Il y a un an, Hong Kong traversait la plus grande crise politique depuis sa rétrocession à la Chine en 1997, alors que le mouvement des parapluies s’imposait dans son paysage politique. De fin septembre à décembre 2014, des milliers de Hongkongais, dont une majorité d’étudiants, ont bloqué la ville afin de demander la mise en place d’un suffrage universel direct pour l’élection du chef du gouvernement en 2017. Un an plus tard, le mouvement paraît être dans l’impasse.
L’année dernière, la mobilisation de Hong Kong a fait descendre dans les rues de nombreux étudiants pour qui le parapluie est devenu symbole de ralliement, mais aussi moyen de protection contre les gaz lacrymogènes utilisés par les forces de l’ordre pour les disperser.
Le mouvement semble s’être épuisé, selon l’étudiant au baccalauréat en études internationales à l’UdeM Valentin Habasque, en échange à l’Université de Hong Kong durant la session d’hiver 2015. « Il n’en restait rien de visible dans la ville, précise-t-il. Sur le campus, seuls une bannière sur la fenêtre du bâtiment des résidences et le local principal de l’association des étudiants, rempli de fournitures pour les manifestations, témoignaient du mouvement de l’année d’avant. »
Le projet électoral de Pékin au cœur du débat politique
Dans la lignée des mobilisations de 2012 contre les cours de patriotisme chinois, le mouvement des parapluies s’est déclenché sur fond d’un débat concernant les modalités de désignation du chef de l’exécutif, dirigeant politique de la ville. Pékin soutenait une réforme électorale proposée en août 2014 mettant en place un suffrage universel avec un filtre : un comité de nomination destiné à approuver les candidats. Cette condition a provoqué la mobilisation du camp pro-démocrate. Celui-ci estimait alors que la capitale tentait d’écarter les candidats qu’elle ne voulait pas voir élire et que les élections n’avaient du suffrage universel que l’apparence. « La résignation des Hongkongais vis-à-vis de Pékin et de leur gouvernement est très perceptible », juge Valentin.
Bien que la mobilisation du mouvement des parapluies n’ait pas abouti à l’obtention d’élections libres, le chargé de cours d’analyse de l’actualité au certificat en journalisme de l’UdeM Marc Laurendeau estime que la mobilisation n’a pas été vaine. « C’est une bonne chose que les Hongkongais se manifestent, soutient-il. Le mouvement des parapluies leur a donné une forte visibilité sur la scène médiatique internationale. » Cette visibilité profite d’ailleurs à l’un des leaders étudiants du mouvement, Joshua Wong, dont les propos sont fréquemment relayés par les médias occidentaux.

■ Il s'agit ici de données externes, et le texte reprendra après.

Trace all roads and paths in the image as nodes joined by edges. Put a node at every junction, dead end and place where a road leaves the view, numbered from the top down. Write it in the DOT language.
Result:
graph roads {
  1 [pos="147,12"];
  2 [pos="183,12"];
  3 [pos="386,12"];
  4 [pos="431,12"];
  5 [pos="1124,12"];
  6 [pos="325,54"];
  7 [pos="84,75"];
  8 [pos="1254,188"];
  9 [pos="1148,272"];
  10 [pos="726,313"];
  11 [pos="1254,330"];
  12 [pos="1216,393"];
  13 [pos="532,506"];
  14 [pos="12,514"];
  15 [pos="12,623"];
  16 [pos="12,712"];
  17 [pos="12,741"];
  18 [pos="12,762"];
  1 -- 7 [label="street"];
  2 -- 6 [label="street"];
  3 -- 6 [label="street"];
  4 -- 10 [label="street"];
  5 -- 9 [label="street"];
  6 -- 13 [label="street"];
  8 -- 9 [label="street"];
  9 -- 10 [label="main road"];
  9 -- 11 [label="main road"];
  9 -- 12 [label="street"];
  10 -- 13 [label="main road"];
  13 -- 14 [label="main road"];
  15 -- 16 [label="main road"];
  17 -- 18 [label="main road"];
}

L’avenir démocratique incertain
Le 18 juin dernier, le Parlement de Hong Kong n’a finalement pas adopté la réforme électorale soutenue par Pékin en août 2014. Les députés du camp pro-démocrate de Hong Kong ont jugé les conditions de Pékin inacceptables. Ils ont voté contre son projet de réforme électorale qui n’a pu obtenir la majorité, le mettant ainsi en échec.
Malgré les imposantes mobilisations de l’an passé et le rejet par les parlementaires de son projet électoral, Pékin n’a pas cédé aux revendications démocratiques. « Il existe à Hong Kong un fort contraste entre une société intégrant de nombreuses valeurs démocratiques, comme la liberté d’association, et ses institutions, contrôlées par Pékin, explique la professeure au Département de science politique de l’UdeM et chercheure en politique comparée au Centre d’études et de recherches internationales, Marie-Ève Reny. Pour réussir à instiller plus de démocratie dans les institutions, le mouvement devrait se redéfinir et avoir un programme plus précis. »

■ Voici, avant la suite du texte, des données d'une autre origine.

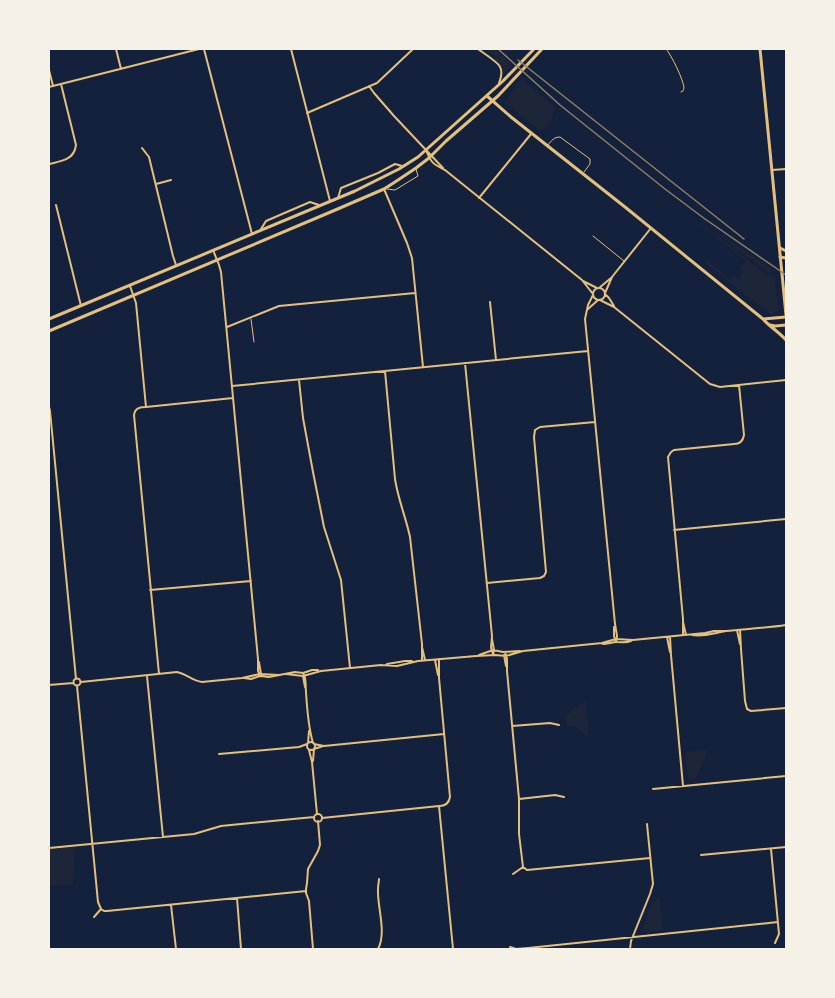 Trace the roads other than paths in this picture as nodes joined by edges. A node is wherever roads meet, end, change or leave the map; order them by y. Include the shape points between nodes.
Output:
1 (116, 49) edge
2 (199, 49) edge
3 (204, 49) edge
4 (291, 49) edge
5 (413, 49) edge
6 (478, 49) edge
7 (534, 49) edge
8 (542, 49) edge
9 (666, 49) edge
10 (760, 49) edge
11 (121, 69) junction
12 (49, 70) edge
13 (61, 84) junction
14 (53, 86) junction
15 (369, 86) junction
16 (498, 86) junction
17 (49, 87) edge
18 (681, 92) dead end
19 (487, 96) junction
20 (492, 101) junction
21 (307, 113) junction
22 (532, 133) junction
23 (548, 145) junction
24 (142, 148) dead end
25 (426, 150) junction
26 (430, 157) junction
27 (49, 164) edge
28 (404, 167) junction
29 (416, 168) junction
30 (786, 169) edge
31 (445, 170) junction
32 (772, 170) junction
33 (583, 173) junction
34 (171, 180) dead end
35 (156, 184) junction
36 (384, 188) junction
37 (338, 198) junction
38 (479, 198) junction
39 (330, 201) junction
40 (56, 205) dead end
41 (319, 206) junction
42 (651, 228) junction
43 (260, 230) junction
44 (252, 234) junction
45 (593, 236) dead end
46 (780, 248) junction
47 (213, 250) junction
48 (786, 251) edge
49 (780, 257) junction
50 (786, 258) edge
51 (217, 260) junction
52 (624, 262) junction
53 (177, 266) junction
54 (786, 272) edge
55 (782, 276) junction
56 (612, 277) junction
57 (582, 280) junction
58 (130, 286) junction
59 (598, 288) junction
60 (415, 293) junction
61 (605, 294) junction
62 (134, 295) junction
63 (593, 295) junction
64 (600, 300) junction
65 (490, 302) dead end
66 (81, 306) junction
67 (614, 307) junction
68 (587, 310) junction
69 (786, 316) edge
70 (250, 318) junction
71 (763, 318) junction
72 (49, 320) edge
73 (768, 324) junction
74 (786, 325) edge
75 (226, 327) junction
76 (49, 331) edge
77 (786, 340) edge
78 (254, 342) dead end
79 (588, 351) junction
80 (496, 360) junction
81 (465, 363) junction
82 (423, 367) junction
83 (385, 371) junction
84 (299, 380) junction
85 (786, 380) edge
86 (740, 385) junction
87 (232, 386) junction
88 (233, 398) junction
89 (146, 406) junction
90 (49, 407) edge
91 (595, 422) junction
92 (786, 519) edge
93 (674, 530) junction
94 (251, 581) junction
95 (487, 583) junction
96 (150, 590) junction
97 (786, 625) edge
98 (739, 630) junction
99 (684, 635) junction
100 (667, 637) junction
101 (670, 637) junction
102 (616, 639) junction
103 (633, 640) junction
104 (616, 642) junction
105 (422, 644) junction
106 (602, 644) junction
107 (493, 651) junction
108 (523, 651) junction
109 (505, 652) junction
110 (494, 655) junction
111 (671, 655) junction
112 (476, 656) junction
113 (505, 656) junction
114 (439, 659) junction
115 (425, 660) junction
116 (435, 660) junction
117 (422, 661) junction
118 (350, 668) junction
119 (321, 671) junction
120 (304, 672) junction
121 (159, 674) junction
122 (286, 674) junction
123 (260, 675) junction
124 (147, 676) junction
125 (304, 676) junction
126 (439, 678) junction
127 (76, 679) junction
128 (80, 682) junction
129 (73, 683) junction
130 (49, 685) edge
131 (77, 686) junction
132 (786, 708) edge
133 (559, 725) dead end
134 (512, 726) junction
135 (309, 730) junction
136 (444, 734) junction
137 (314, 743) junction
138 (308, 744) junction
139 (324, 746) junction
140 (299, 747) junction
141 (308, 749) junction
142 (314, 749) junction
143 (219, 754) dead end
144 (312, 762) junction
145 (786, 776) edge
146 (684, 786) junction
147 (653, 789) dead end
148 (564, 796) dead end
149 (519, 799) junction
150 (439, 806) junction
151 (317, 814) junction
152 (314, 817) junction
153 (322, 818) junction
154 (318, 821) junction
155 (647, 824) dead end
156 (163, 837) junction
157 (93, 844) junction
158 (786, 847) edge
159 (49, 848) edge
160 (771, 849) junction
161 (701, 855) dead end
162 (650, 858) junction
163 (523, 867) junction
164 (513, 874) dead end
165 (379, 879) dead end
166 (306, 891) junction
167 (236, 898) junction
168 (171, 905) junction
169 (101, 909) junction
170 (94, 917) dead end
171 (778, 922) junction
172 (633, 938) junction
173 (775, 943) dead end
174 (510, 947) dead end
175 (176, 949) edge
176 (241, 949) edge
177 (313, 949) edge
178 (378, 949) edge
179 (453, 949) edge
180 (630, 949) edge

1 - 11 street
2 - 11 street
3 - 44 street
4 - 21 street
5 - 15 street via 379,81
6 - 16 street via 500,66
7 - 16 main road
8 - 20 main road
9 - 18 lane via 679,72 684,88
10 - 32 main road
11 - 13 street
12 - 14 street
13 - 14 street
13 - 27 street via 76,145 71,157
14 - 17 street
15 - 21 street
15 - 25 street
16 - 19 main road
19 - 20 main road
19 - 25 main road
20 - 22 main road
20 - 26 main road
21 - 39 street
22 - 23 main road
22 - 38 street
23 - 33 main road
23 - 33 lane via 554,138 560,137 590,159 590,164
24 - 35 street via 149,156
25 - 26 street
25 - 28 main road
26 - 29 main road
26 - 31 street
26 - 31 street via 434,164
28 - 37 main road
28 - 37 street via 395,164 341,188
29 - 36 main road
29 - 36 lane via 418,176 395,190
30 - 32 street
31 - 38 street
32 - 46 main road
33 - 42 main road
34 - 35 street
35 - 53 street
36 - 51 main road
36 - 60 street via 410,251
37 - 39 main road
38 - 57 street
39 - 41 main road
40 - 66 street
41 - 43 main road
41 - 43 street via 310,202 266,220
42 - 52 street
42 - 71 main road
43 - 44 main road
44 - 47 main road
45 - 52 lane
46 - 48 main road
46 - 49 main road
47 - 51 street
47 - 53 main road
49 - 50 main road
49 - 55 main road
51 - 62 main road
51 - 75 street via 221,272
52 - 56 street
53 - 58 main road
54 - 55 main road
55 - 69 main road
56 - 59 street
56 - 61 street
57 - 59 street
57 - 63 street
58 - 62 street
58 - 66 main road
59 - 61 street via 603,289
59 - 63 street
60 - 70 street via 279,306
60 - 82 street
61 - 64 street
61 - 67 street
62 - 76 main road
62 - 89 street
63 - 64 street via 595,299
63 - 68 street
64 - 67 street
64 - 68 street
65 - 80 street
66 - 72 main road
67 - 86 street via 710,384 720,387
68 - 79 street via 585,319
69 - 71 main road
70 - 75 street
70 - 78 lane
71 - 73 main road
73 - 74 main road
73 - 77 main road
75 - 87 street
79 - 80 street
79 - 91 street
80 - 81 street
81 - 82 street
81 - 95 street
82 - 83 street
83 - 84 street
83 - 105 street via 396,492 410,538
84 - 87 street
84 - 118 street via 303,418 324,527 341,580
85 - 86 street
86 - 93 street via 744,435 740,442 674,450 668,457
87 - 88 street
88 - 89 street
88 - 94 street
89 - 96 street via 137,408 134,415
90 - 127 street
91 - 95 street via 540,427 535,430 546,572 540,578
91 - 102 street
92 - 93 street
93 - 99 street
94 - 96 street
94 - 123 street
95 - 107 street
96 - 121 street
97 - 98 street
98 - 99 street via 707,636
98 - 132 street via 747,709 751,711
99 - 101 street
100 - 101 street
100 - 103 street
100 - 111 street
101 - 111 street
102 - 103 street
102 - 104 street
102 - 106 street
103 - 104 street via 626,643
104 - 106 street
105 - 115 street
105 - 117 street
106 - 108 street
107 - 109 street
107 - 110 street
107 - 112 street
108 - 109 street
108 - 113 street
109 - 113 street
110 - 112 street
110 - 113 street
111 - 146 street
112 - 114 street
113 - 134 street
114 - 116 street
114 - 126 street
115 - 116 street
115 - 117 street
116 - 126 street
117 - 118 street
118 - 119 street
119 - 120 street
119 - 125 street
120 - 122 street
120 - 125 street
121 - 123 street via 180,673 202,682 251,679
121 - 124 street
122 - 123 street via 269,677
122 - 125 street
124 - 128 street
124 - 156 street
125 - 135 street
126 - 136 street
127 - 128 street
127 - 129 street
128 - 131 street
129 - 130 street
129 - 131 street
131 - 157 street
133 - 134 street via 550,723
134 - 149 street
135 - 137 street
135 - 138 street
136 - 139 street
136 - 150 street via 450,797 446,804
137 - 138 street
137 - 139 street
137 - 142 street
138 - 140 street
138 - 141 street
139 - 142 street
140 - 141 street
140 - 143 street
141 - 142 street
141 - 144 street
142 - 144 street
144 - 151 street
145 - 146 street
146 - 147 street
148 - 149 street via 555,794
149 - 163 street via 519,834
150 - 153 street
150 - 179 street
151 - 152 street
151 - 153 street
152 - 154 street
152 - 156 street via 221,826 197,834
153 - 154 street
154 - 166 street via 320,845 308,869
155 - 162 street
156 - 157 street
157 - 159 street
157 - 169 street via 98,904
158 - 160 street
160 - 161 street
160 - 171 street
162 - 163 street via 527,870
162 - 172 street via 653,884
163 - 164 street
165 - 178 street via 382,935
166 - 167 street
166 - 177 street
167 - 168 street
167 - 176 street
168 - 169 street via 107,911
168 - 175 street
169 - 170 street
171 - 172 street
171 - 173 street via 779,934
172 - 174 street via 516,949
172 - 180 street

En attendant, certains, à l’instar de Joshua Wong, mettent en place des mouvements, comme le groupe militant étudiant Scolarism, afin d’encourager la participation de la communauté étudiante dans les mobilisations publiques. « Les manifestations étudiantes de Tiananmen sont commémorées de façon annuelle à Hong Kong », souligne d’ailleurs Valentin. À la fin du mois de septembre 2015, à peine quelques centaines de Hongkongais ont commémoré la mobilisation pro-démocrate. D’autres manifestants favorables à Pékin ont également défilé contre cette commémoration.
Coulisses de l’article
À la session d’automne 2015, aucun étudiant n’effectue d’échange à Hong Kong. « Tous les étudiants ont choisi d’y aller à l’hiver prochain », précise la coordonnatrice à la Maison internationale de l’UdeM, Judith Beaulieu.